天使のセラと悪魔のイデルが仲良く同居しているひかるの家に、仕事で家を離れていた父親が帰ってきた。守護天使のセラの目から見ても隙がなく、理力でセラについての認識を書き換えようにも跳ね返されてしまうという只者ではない空気に戸惑いながら、それでもセラたちのことを歓迎してくれた。
そんな平和な時間を過ごしている最中、悪魔のカルマが、わら人形マスコットなるものを街にばら撒き始めて……

ひかるにかけられた呪いを解くために、癒し天使のセラが空回りしながらも奔放するラブコメシリーズの第三弾。今回は、ダウナーな気分になるというマスコット人形の呪いを解くために、セラたちが代わりとなるマスコット人形を作ることになって、というお話です。

いやあ、いいなあ。こういう力の抜けたお話。ぬいぐるみの可愛さやもふもふ感に、人間や天使たちが虜となって、他のことに気力が向かなくなっていくって、どんなんだよ!とツッコミを入れつつ、読んでるとぬいぐるみが欲しくなってくるなあ。もふもふしたい。

対抗するぬいぐるみを作るために、セラが慣れない変身の術を使って小動物等のモデルとなり、インスピレーションを受けたイデルがデザインをし、千景が縫い上げるという、皆でひとつのものを作り上げていく過程は、意外な一面も見えたりして面白かったですね。

ただ、三人でというところに、ひかるの立場の辛さを感じましたね。セラたちからしたら、いてくれるだけで嬉しいですが、やっぱり男として……というか人として、自分だけ役に立てないという思いは、今まで以上に無力さを感じたんじゃないかしら。ひとり黙々と、神月家に伝わるという修行(という名のビ○ーズブー○キャンプ)をこなす姿に、やるせなさが漂います。

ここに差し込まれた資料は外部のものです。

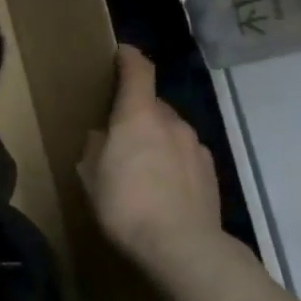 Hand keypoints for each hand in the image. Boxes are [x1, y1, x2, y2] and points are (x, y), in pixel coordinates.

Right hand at [81, 47, 223, 275]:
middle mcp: (171, 122)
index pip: (138, 71)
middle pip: (152, 104)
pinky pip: (184, 153)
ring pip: (170, 130)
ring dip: (155, 138)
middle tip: (117, 134)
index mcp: (137, 116)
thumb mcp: (91, 175)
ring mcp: (195, 146)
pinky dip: (171, 159)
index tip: (120, 53)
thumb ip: (95, 147)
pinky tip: (161, 186)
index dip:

やるせないといえば、人間に好意を持っていることを知られたら消滅してしまうという天使の規律を、ひかるが知ってしまって……というところが、やるせなかったですね。万が一ということを考えて、距離を置こうとするひかるに、セラが戸惑うのもわかります。それにしても、なまじ規律について知ってしまったが故に、逆にセラに対して意識し始めたような気もするので、いったい二人の今後はどうなるんだろうと気になるばかり。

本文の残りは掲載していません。